━━━━━ Source material ━━━━━
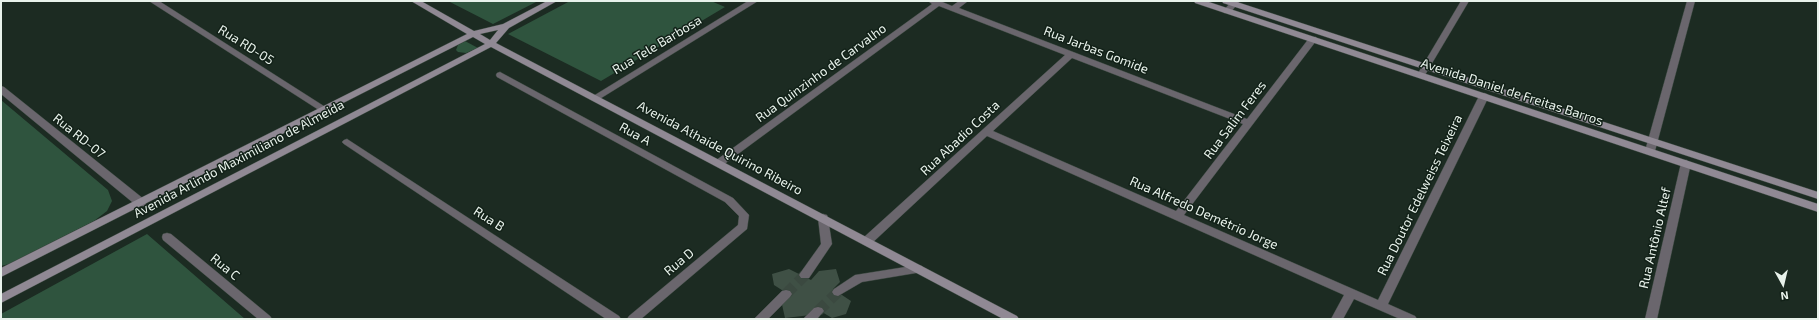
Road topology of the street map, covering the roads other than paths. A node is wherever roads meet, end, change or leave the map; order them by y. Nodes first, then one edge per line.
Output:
1 (153, 1) edge
2 (415, 1) edge
3 (553, 1) edge
4 (754, 1) edge
5 (964, 1) edge
6 (1198, 1) edge
7 (1466, 1) edge
8 (1691, 1) edge
9 (935, 2) edge
10 (1231, 4) edge
11 (953, 9) junction
12 (506, 26) junction
13 (475, 33) junction
14 (1313, 39) junction
15 (491, 44) junction
16 (441, 52) junction
17 (1071, 54) junction
18 (458, 60) junction
19 (1424, 71) junction
20 (500, 75) dead end
21 (1, 89) edge
22 (1484, 96) junction
23 (595, 98) junction
24 (325, 110) junction
25 (1250, 123) junction
26 (986, 132) junction
27 (347, 142) dead end
28 (1652, 142) junction
29 (1650, 151) junction
30 (719, 163) junction
31 (1686, 164) junction
32 (1818, 196) edge
33 (141, 203) junction
34 (1818, 208) edge
35 (1178, 216) junction
36 (823, 218) junction
37 (743, 226) joint
38 (167, 237) dead end
39 (867, 241) junction
40 (918, 268) junction
41 (1, 274) edge
42 (805, 275) tunnel mouth
43 (838, 292) tunnel mouth
44 (1351, 293) junction
45 (786, 294) tunnel mouth
46 (1, 299) edge
47 (1381, 306) junction
48 (818, 311) tunnel mouth
49 (266, 319) edge
50 (615, 319) edge
51 (633, 319) edge
52 (760, 319) edge
53 (809, 319) edge
54 (1013, 319) edge
55 (1337, 319) edge
56 (1411, 319) edge
57 (1651, 319) edge

1 - 24 street, Rua RD-05
2 - 13 street, Avenida Athaide Quirino Ribeiro
3 - 12 street
4 - 23 street, Rua Tele Barbosa
5 - 11 street
6 - 10 street, Avenida Daniel de Freitas Barros
7 - 19 street
8 - 28 street
9 - 11 street, Rua Jarbas Gomide
9 - 30 street, Rua Quinzinho de Carvalho
10 - 14 street, Avenida Daniel de Freitas Barros
10 - 19 street, Avenida Daniel de Freitas Barros
11 - 17 street, Rua Jarbas Gomide
12 - 13 street, Avenida Arlindo Maximiliano de Almeida
12 - 15 street
13 - 15 street, Avenida Athaide Quirino Ribeiro
13 - 16 street, Avenida Arlindo Maximiliano de Almeida
14 - 19 street, Avenida Daniel de Freitas Barros
14 - 25 street, Rua Salim Feres
15 - 18 street, Avenida Arlindo Maximiliano de Almeida
15 - 23 street, Avenida Athaide Quirino Ribeiro
16 - 18 street
16 - 24 street, Avenida Arlindo Maximiliano de Almeida
17 - 25 street, Rua Jarbas Gomide
17 - 26 street, Rua Abadio Costa
18 - 46 street, Avenida Arlindo Maximiliano de Almeida
19 - 22 street, Avenida Daniel de Freitas Barros
19 - 28 street, Avenida Daniel de Freitas Barros
20 - 37 street, Rua A
21 - 33 street, Rua RD-07
22 - 29 street, Avenida Daniel de Freitas Barros
22 - 47 street, Rua Doutor Edelweiss Teixeira
23 - 30 street, Avenida Athaide Quirino Ribeiro
24 - 33 street, Avenida Arlindo Maximiliano de Almeida
25 - 35 street, Rua Salim Feres
26 - 35 street, Rua Alfredo Demétrio Jorge
26 - 39 street, Rua Abadio Costa
27 - 50 street, Rua B
28 - 29 street
28 - 32 street, Avenida Daniel de Freitas Barros
29 - 31 street, Avenida Daniel de Freitas Barros
30 - 36 street, Avenida Athaide Quirino Ribeiro
31 - 34 street, Avenida Daniel de Freitas Barros
31 - 57 street, Rua Antônio Altef
33 - 41 street, Avenida Arlindo Maximiliano de Almeida
35 - 44 street, Rua Alfredo Demétrio Jorge
36 - 39 street, Avenida Athaide Quirino Ribeiro
36 - 42 street
37 - 51 street, Rua D
38 - 49 street, Rua C
39 - 40 street, Avenida Athaide Quirino Ribeiro
40 - 43 street
40 - 54 street, Avenida Athaide Quirino Ribeiro
44 - 47 street, Rua Alfredo Demétrio Jorge
44 - 55 street
45 - 52 street
47 - 56 street, Rua Alfredo Demétrio Jorge
48 - 53 street

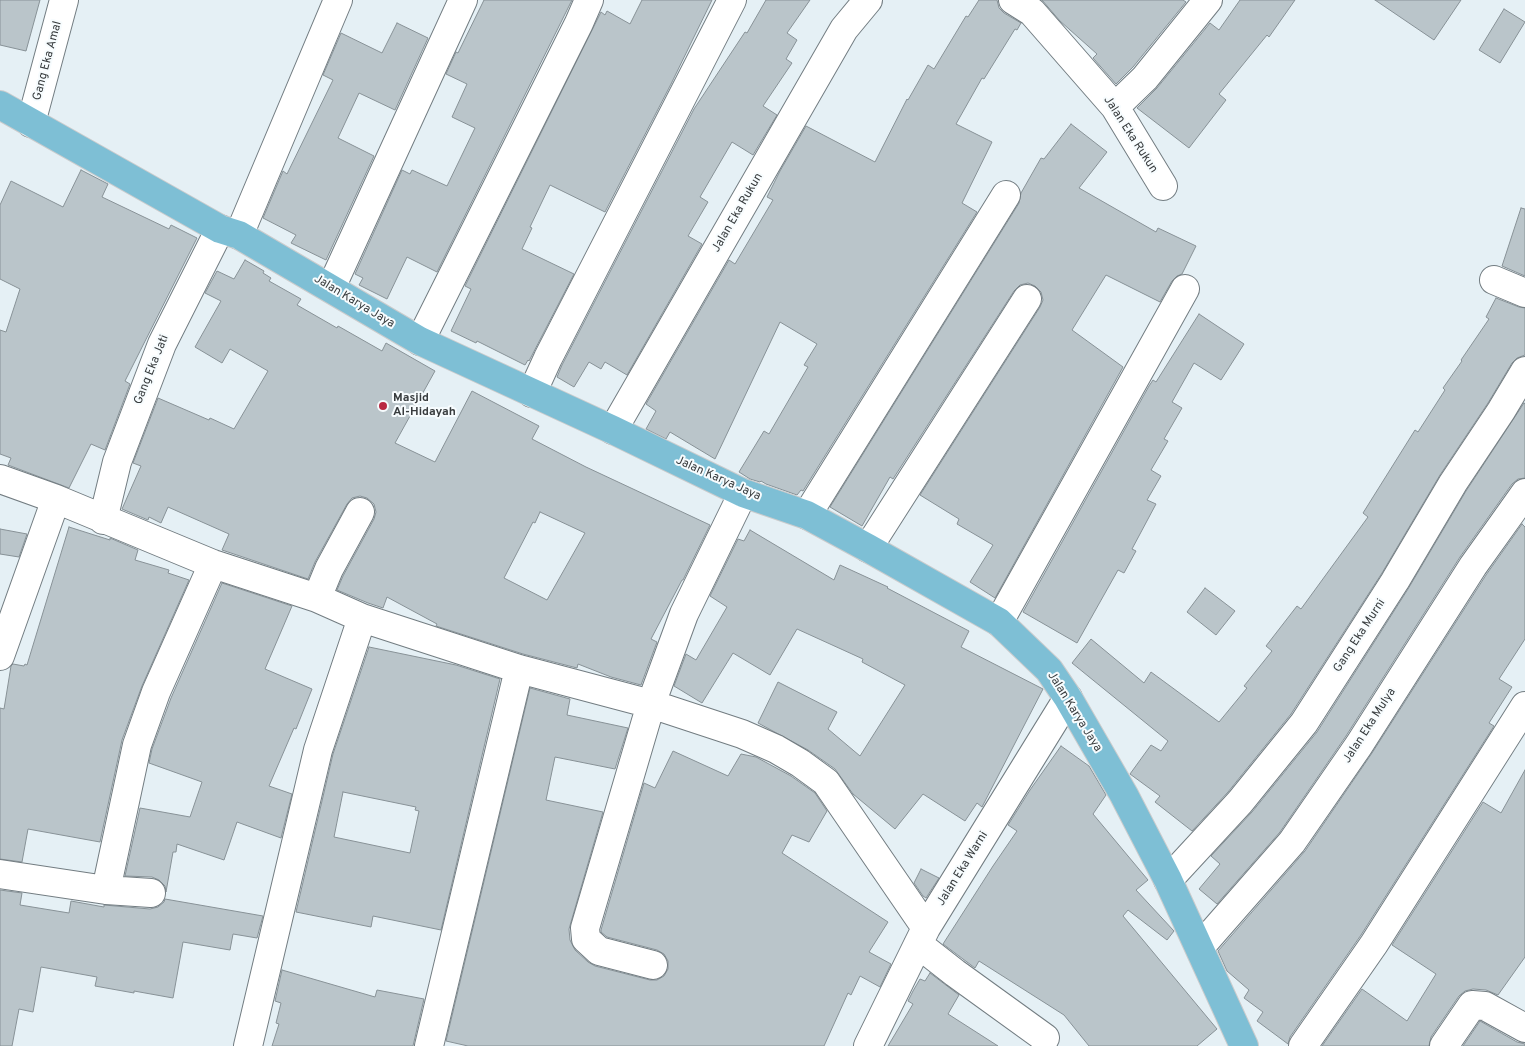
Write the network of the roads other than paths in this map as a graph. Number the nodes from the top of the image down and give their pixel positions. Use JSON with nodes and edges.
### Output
{"nodes":[{"id":1,"x":64,"y":0,"type":"edge"},
{"id":2,"x":338,"y":0,"type":"edge"},
{"id":3,"x":463,"y":0,"type":"edge"},
{"id":4,"x":589,"y":0,"type":"edge"},
{"id":5,"x":732,"y":0,"type":"edge"},
{"id":6,"x":868,"y":0,"type":"edge"},
{"id":7,"x":1012,"y":0,"type":"edge"},
{"id":8,"x":1208,"y":0,"type":"edge"},
{"id":9,"x":0,"y":105,"type":"edge"},
{"id":10,"x":1115,"y":107,"type":"junction"},
{"id":11,"x":31,"y":123,"type":"junction"},
{"id":12,"x":1163,"y":186,"type":"dead end"},
{"id":13,"x":1006,"y":195,"type":"dead end"},
{"id":14,"x":230,"y":232,"type":"junction"},
{"id":15,"x":1494,"y":280,"type":"dead end"},
{"id":16,"x":331,"y":288,"type":"junction"},
{"id":17,"x":1185,"y":289,"type":"dead end"},
{"id":18,"x":1525,"y":293,"type":"edge"},
{"id":19,"x":1027,"y":299,"type":"dead end"},
{"id":20,"x":420,"y":341,"type":"junction"},
{"id":21,"x":1525,"y":371,"type":"edge"},
{"id":22,"x":532,"y":393,"type":"junction"},
{"id":23,"x":613,"y":430,"type":"junction"},
{"id":24,"x":0,"y":479,"type":"edge"},
{"id":25,"x":743,"y":493,"type":"junction"},
{"id":26,"x":1525,"y":493,"type":"edge"},
{"id":27,"x":56,"y":499,"type":"junction"},
{"id":28,"x":360,"y":512,"type":"dead end"},
{"id":29,"x":808,"y":515,"type":"junction"},
{"id":30,"x":104,"y":520,"type":"junction"},
{"id":31,"x":868,"y":548,"type":"junction"},
{"id":32,"x":214,"y":564,"type":"junction"},
{"id":33,"x":317,"y":598,"type":"junction"},
{"id":34,"x":362,"y":618,"type":"junction"},
{"id":35,"x":999,"y":622,"type":"junction"},
{"id":36,"x":0,"y":656,"type":"edge"},
{"id":37,"x":519,"y":669,"type":"junction"},
{"id":38,"x":1068,"y":698,"type":"junction"},
{"id":39,"x":650,"y":704,"type":"junction"},
{"id":40,"x":1525,"y":706,"type":"edge"},
{"id":41,"x":0,"y":874,"type":"edge"},
{"id":42,"x":1168,"y":880,"type":"junction"},
{"id":43,"x":106,"y":890,"type":"junction"},
{"id":44,"x":151,"y":893,"type":"dead end"},
{"id":45,"x":922,"y":936,"type":"junction"},
{"id":46,"x":1200,"y":947,"type":"junction"},
{"id":47,"x":654,"y":965,"type":"dead end"},
{"id":48,"x":1525,"y":1028,"type":"edge"},
{"id":49,"x":1045,"y":1038,"type":"dead end"},
{"id":50,"x":248,"y":1046,"type":"edge"},
{"id":51,"x":429,"y":1046,"type":"edge"},
{"id":52,"x":868,"y":1046,"type":"edge"},
{"id":53,"x":1244,"y":1046,"type":"edge"},
{"id":54,"x":1303,"y":1046,"type":"edge"},
{"id":55,"x":1444,"y":1046,"type":"edge"}],
"edges":[{"from":1,"to":11,"type":"street","name":"Gang Eka Amal"},
{"from":2,"to":14,"type":"street","name":"Gang Eka Jati"},
{"from":3,"to":16,"type":"street"},
{"from":4,"to":20,"type":"street"},
{"from":5,"to":22,"type":"street"},
{"from":6,"to":23,"type":"street","name":"Jalan Eka Rukun"},
{"from":7,"to":10,"type":"street","name":"Jalan Eka Rukun"},
{"from":8,"to":10,"type":"street"},
{"from":9,"to":11,"type":"main road","name":"Jalan Karya Jaya"},
{"from":10,"to":12,"type":"street","name":"Jalan Eka Rukun"},
{"from":11,"to":14,"type":"main road","name":"Jalan Karya Jaya"},
{"from":13,"to":29,"type":"street"},
{"from":14,"to":16,"type":"main road","name":"Jalan Karya Jaya"},
{"from":14,"to":30,"type":"street","name":"Gang Eka Jati"},
{"from":15,"to":18,"type":"street"},
{"from":16,"to":20,"type":"main road","name":"Jalan Karya Jaya"},
{"from":17,"to":35,"type":"street"},
{"from":19,"to":31,"type":"street"},
{"from":20,"to":22,"type":"main road","name":"Jalan Karya Jaya"},
{"from":21,"to":42,"type":"street","name":"Gang Eka Murni"},
{"from":22,"to":23,"type":"main road","name":"Jalan Karya Jaya"},
{"from":23,"to":25,"type":"main road","name":"Jalan Karya Jaya"},
{"from":24,"to":27,"type":"street"},
{"from":25,"to":29,"type":"main road","name":"Jalan Karya Jaya"},
{"from":25,"to":39,"type":"street"},
{"from":26,"to":46,"type":"street","name":"Jalan Eka Mulya"},
{"from":27,"to":30,"type":"street"},
{"from":27,"to":36,"type":"street"},
{"from":28,"to":33,"type":"street"},
{"from":29,"to":31,"type":"main road","name":"Jalan Karya Jaya"},
{"from":30,"to":32,"type":"street"},
{"from":31,"to":35,"type":"main road","name":"Jalan Karya Jaya"},
{"from":32,"to":33,"type":"street"},
{"from":32,"to":43,"type":"street"},
{"from":33,"to":34,"type":"street"},
{"from":34,"to":37,"type":"street"},
{"from":34,"to":50,"type":"street"},
{"from":35,"to":38,"type":"main road","name":"Jalan Karya Jaya"},
{"from":37,"to":39,"type":"street"},
{"from":37,"to":51,"type":"street"},
{"from":38,"to":42,"type":"main road","name":"Jalan Karya Jaya"},
{"from":38,"to":45,"type":"street","name":"Jalan Eka Warni"},
{"from":39,"to":45,"type":"street"},
{"from":39,"to":47,"type":"street"},
{"from":40,"to":54,"type":"street"},
{"from":41,"to":43,"type":"street"},
{"from":42,"to":46,"type":"main road","name":"Jalan Karya Jaya"},
{"from":43,"to":44,"type":"street"},
{"from":45,"to":49,"type":"street"},
{"from":45,"to":52,"type":"street","name":"Jalan Eka Warni"},
{"from":46,"to":53,"type":"main road","name":"Jalan Karya Jaya"},
{"from":48,"to":55,"type":"street"}]}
━━━━━
**Task instructions**
Give only the number of lines in the preceding data that include the word "Demétrio".

**Response area**
4